The recent refusal by West Bengal and Karnataka state governments to broadcast PM Narendra Modi’s lecture to the youth on 9 September is not merely a show of political oneupmanship. The implications go deeper than the TV studio debates.

There are three aspects of this episode:

The socio-cultural aspect: Swami Vivekananda is the most inspiring icon for the Indian youth even after 150 years. Social workers in India, irrespective of caste, creed or faith, would have read Vivekananda. He was the person who took Hindu Vedic knowledge to the world and attracted new respect for India at a time when it was looked upon as a backward, ignorant and uncivilised country because of British propaganda.

By the time he died at 39, he had powered the imagination and self-respect of Indians. Even today, he is an inspirational story for the youth. He coined the idea of ‘Nar seva hi Narayan seva hai’, meaning ‘serving human beings is truly serving the Supreme being’.

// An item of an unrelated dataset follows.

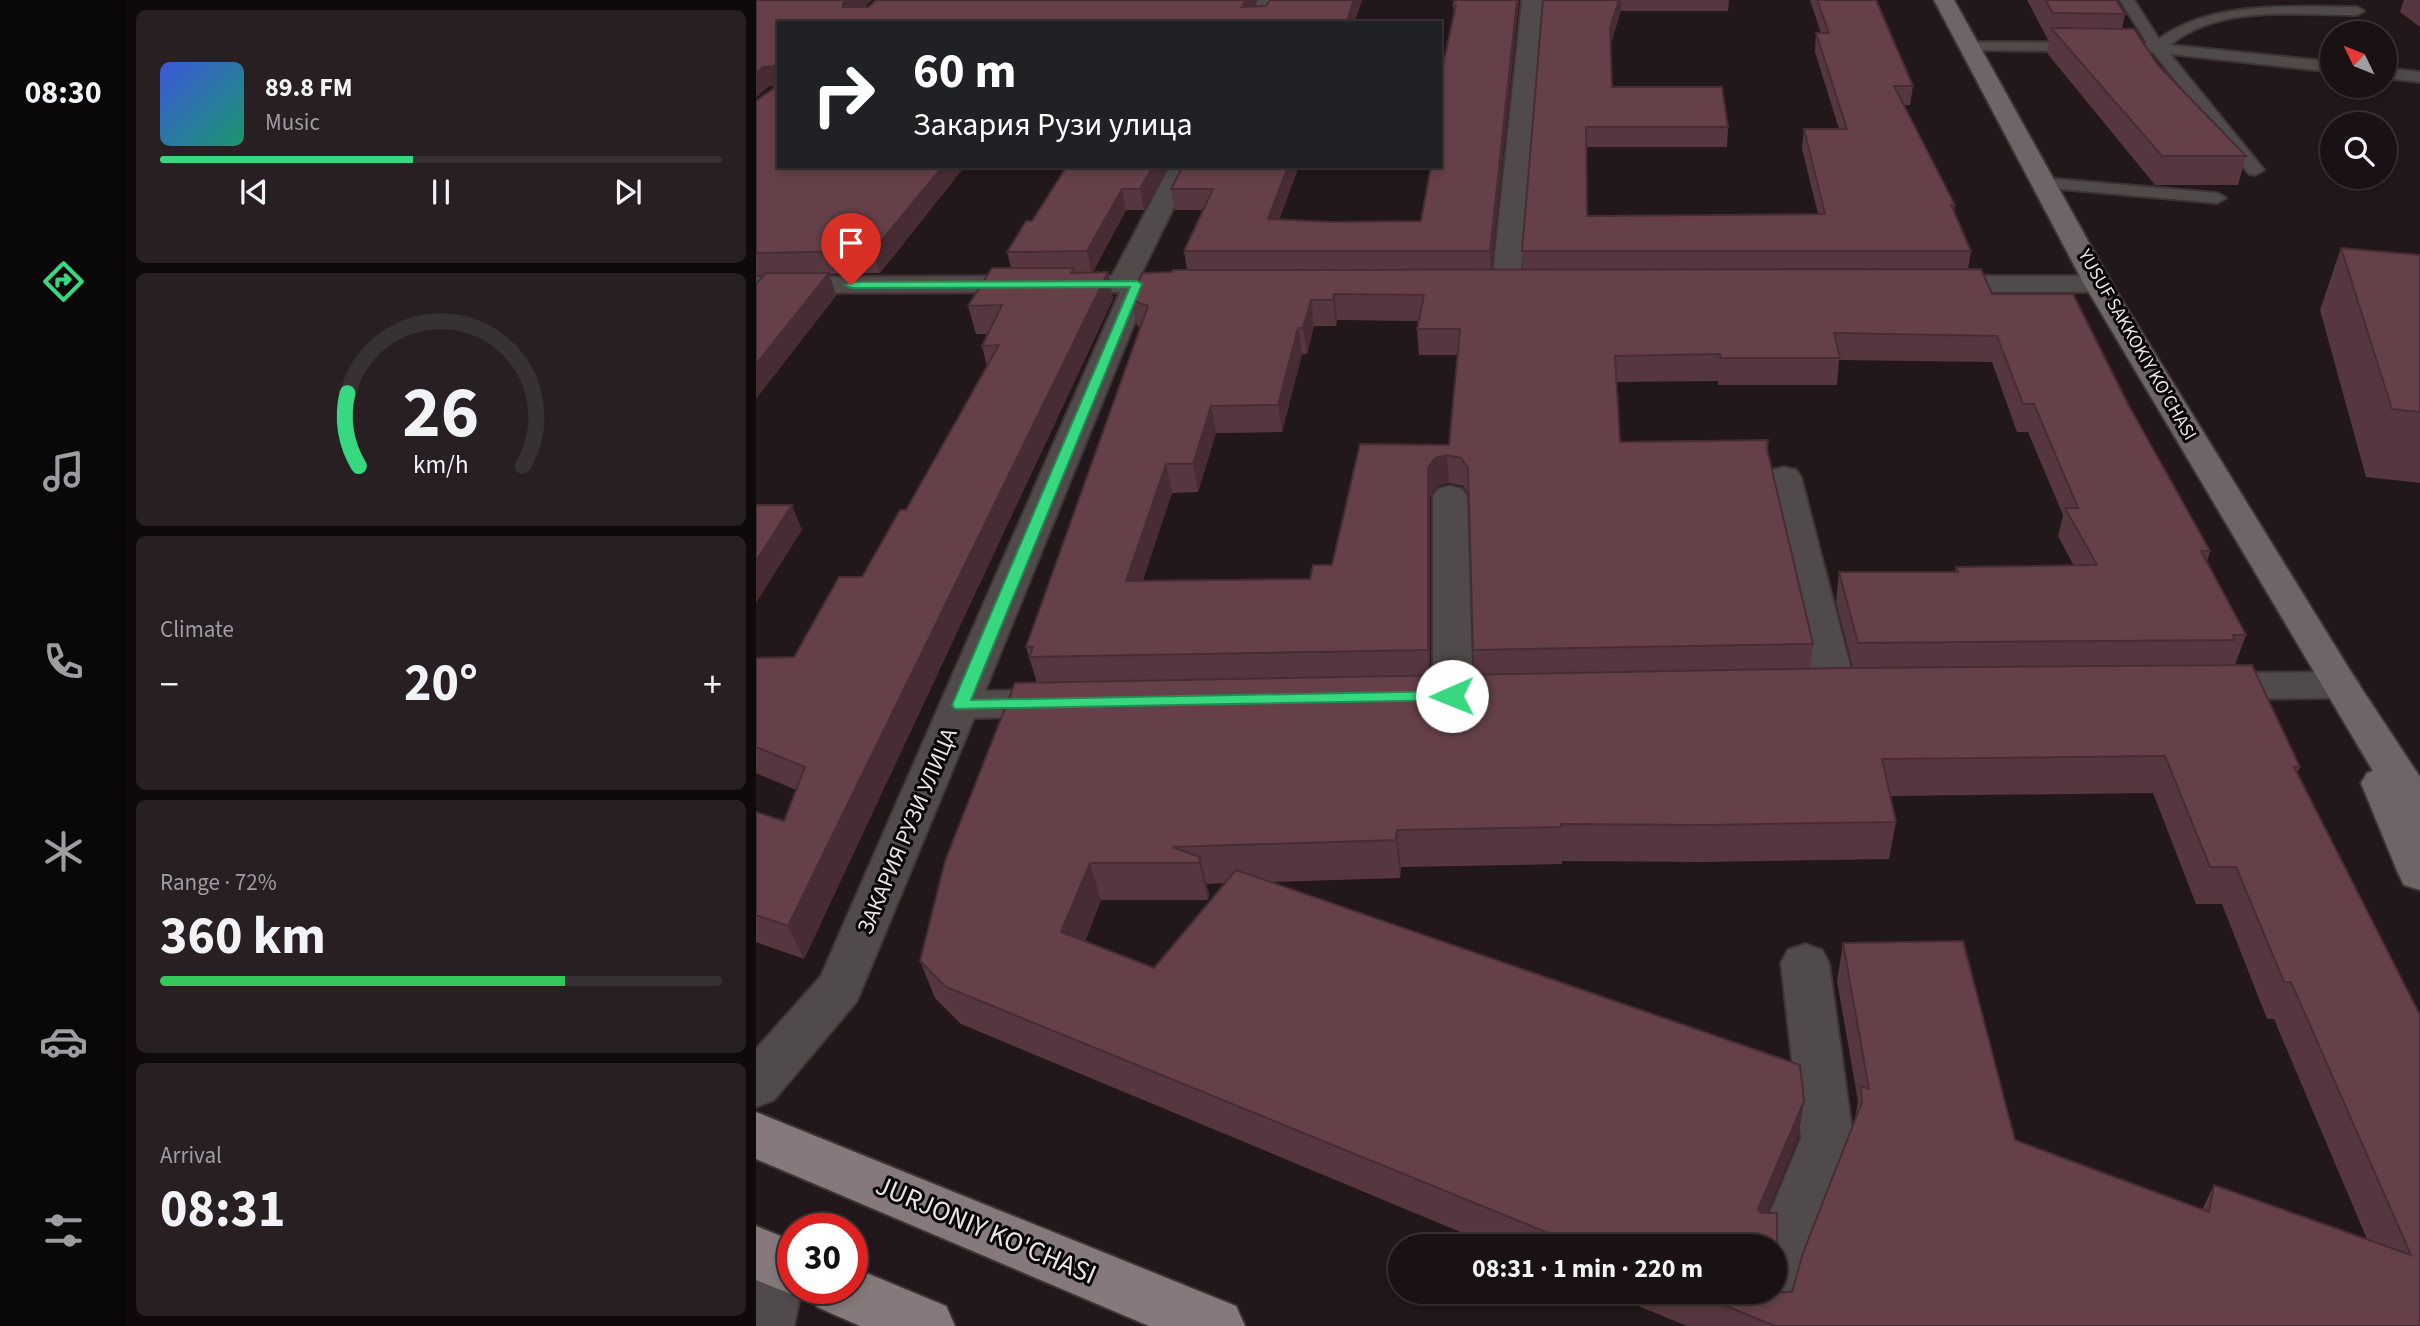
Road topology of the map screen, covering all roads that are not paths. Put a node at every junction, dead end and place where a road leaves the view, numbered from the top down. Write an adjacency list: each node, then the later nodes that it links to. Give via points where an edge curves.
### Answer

By being petty about celebrating 125th year of his historic Chicago address, Mamata Banerjee and Siddaramaiah have shown their utter ignorance about Swami Vivekananda’s work. He showcased the tolerance of Indian culture but our politicians showed intolerance to his idea. In an effort to insult PM Modi, they ended up demeaning a national icon.

Nobody owns Swami Vivekananda, he is a national asset. By linking him narrowly to BJP/RSS, the Congress-led secular brigade has continued its practice of making people forget many of our national heroes at the cost of a few chosen leaders that fit into the Left-vision of Independent India.

There is also a political aspect to this: In their effort to not let BJP score any political point, they have mixed the role of a PM and a prominent leader of the BJP.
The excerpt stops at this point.